Les controverses n’ont pas manqué. Il s’est aliéné l’aile gauche de sa majorité en proposant des mesures jugées antisociales, qu’il a dû partiellement retirer face à la contestation. Sa politique migratoire durcie, destinée à contrer la montée du parti anti-immigration Reform UK, n’a pas non plus porté ses fruits. Plusieurs membres de son gouvernement ont été contraints à la démission, notamment sa numéro deux Angela Rayner en septembre 2025, désormais considérée comme une potentielle successeure. Keir Starmer a également été accusé de manquer de discernement après le limogeage de Peter Mandelson, nommé ambassadeur à Washington puis écarté neuf mois plus tard en raison de révélations sur ses liens avec le pédocriminel Jeffrey Epstein. Des documents publiés début 2026 ont montré que le Premier ministre avait été informé des risques liés à cette nomination, suscitant des appels à sa démission.

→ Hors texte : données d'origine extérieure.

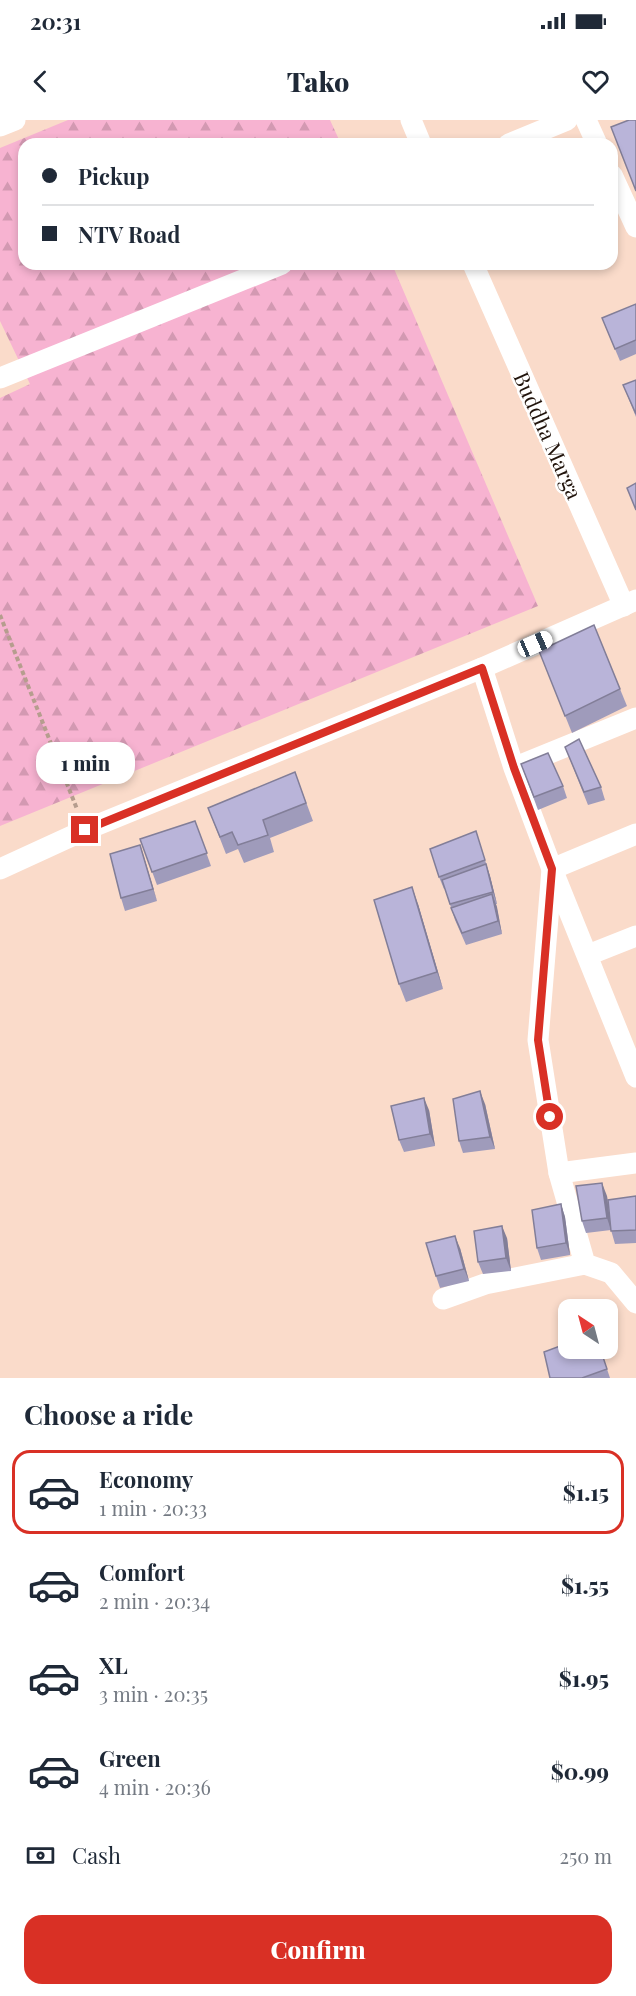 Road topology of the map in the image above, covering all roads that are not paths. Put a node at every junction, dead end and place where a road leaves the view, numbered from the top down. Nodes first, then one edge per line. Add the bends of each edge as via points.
1 (15, 120) edge
2 (411, 120) edge
3 (567, 120) edge
4 (586, 120) edge
5 (0, 126) edge
6 (418, 138) edge
7 (524, 138) edge
8 (594, 138) edge
9 (618, 188) edge
10 (636, 227) edge
11 (267, 270) edge
12 (476, 270) edge
13 (0, 378) edge
14 (630, 603) edge
15 (482, 668) junction
16 (636, 718) edge
17 (514, 768) junction
18 (636, 834) edge
19 (0, 869) edge
20 (552, 869) junction
21 (636, 936) edge
22 (588, 955) junction
23 (630, 1042) edge
24 (636, 1077) edge
25 (636, 1163) edge
26 (559, 1173) junction
27 (585, 1264) junction
28 (443, 1299) dead end
29 (636, 1303) edge

1 - 5 street
2 - 6 street
3 - 7 street
4 - 8 street
9 - 10 street
11 - 13 street
12 - 14 street, Buddha Marga
14 - 15 street
15 - 17 street
15 - 19 street via 85,830
16 - 17 street
17 - 20 street
18 - 20 street
20 - 22 street
20 - 26 street via 538,1040
21 - 22 street
22 - 23 street
23 - 24 street
25 - 26 street
26 - 27 street
27 - 28 street via 485,1284
27 - 29 street via 611,1273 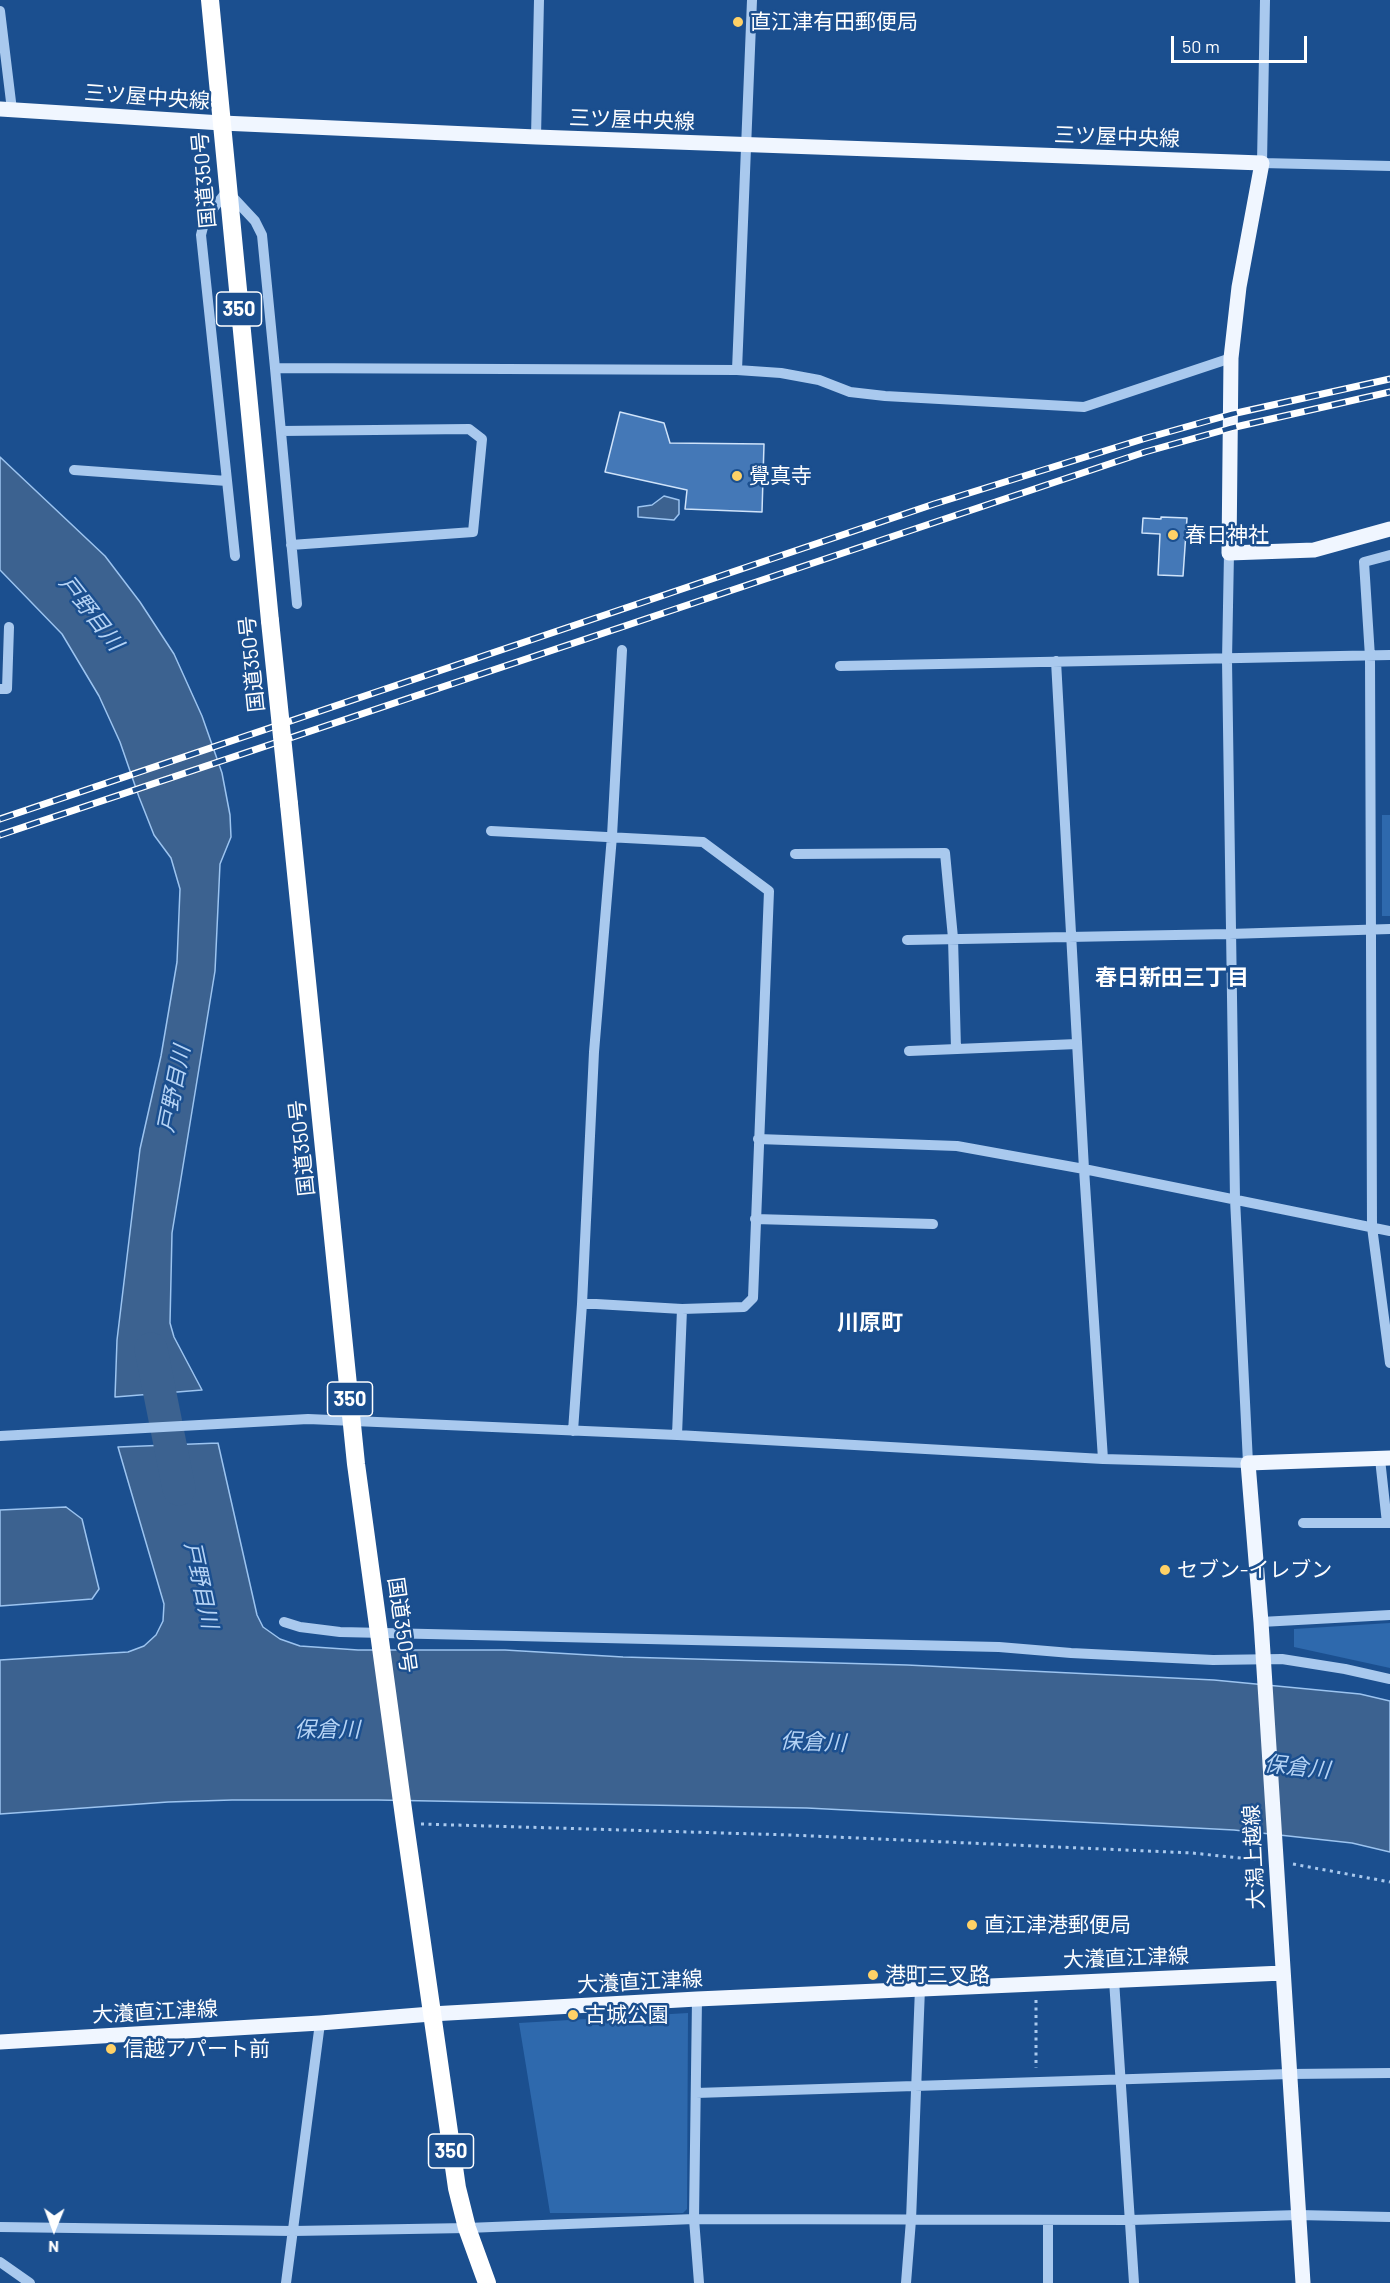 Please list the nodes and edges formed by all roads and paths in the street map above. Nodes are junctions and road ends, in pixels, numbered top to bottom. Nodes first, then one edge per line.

Sur la scène internationale, Keir Starmer a enregistré quelques succès. Il s’est efforcé de restaurer le poids diplomatique du Royaume-Uni, affaibli depuis le Brexit. Il a maintenu des relations pragmatiques avec Donald Trump, obtenant des droits de douane plus favorables que ceux imposés à l’Union européenne. Cependant, son refus de soutenir pleinement l’offensive israélo-américaine contre l’Iran a irrité le président américain, qui l’a publiquement critiqué à plusieurs reprises. Dans le domaine économique, il a relancé les échanges avec l’UE et obtenu un assouplissement des barrières commerciales, tout en renforçant la coopération européenne sur l’Ukraine. Mais les hausses d’impôts et de cotisations des derniers budgets ont été mal accueillies.

Né à Oxted, près de Londres, d’un père outilleur et d’une mère infirmière handicapée, Keir Starmer est entré tardivement en politique. Élu député en 2015 dans une circonscription du nord de Londres, il a dirigé de 2008 à 2013 le parquet général d’Angleterre et du pays de Galles, un poste clé du système judiciaire britannique, ce qui lui a valu d’être anobli par la reine Elizabeth II. Prénommé en hommage au fondateur du Labour, Keir Hardie, il a pris la tête du parti travailliste en 2020 après la déroute électorale subie par son prédécesseur Jeremy Corbyn. Il a alors recentré la formation et écarté sans hésitation ceux qui ne partageaient pas sa vision centriste, cherchant à tourner la page des accusations d’antisémitisme qui avaient entaché le Labour.

Flûtiste, violoniste et supporter d’Arsenal, Keir Starmer se définit volontiers comme plus pragmatique qu’idéologue. Avant son arrivée au pouvoir, il espérait que l’on se souvienne de lui comme de quelqu’un ayant mené un gouvernement travailliste audacieux et réformateur. Aujourd’hui, son avenir politique semble plus incertain que jamais.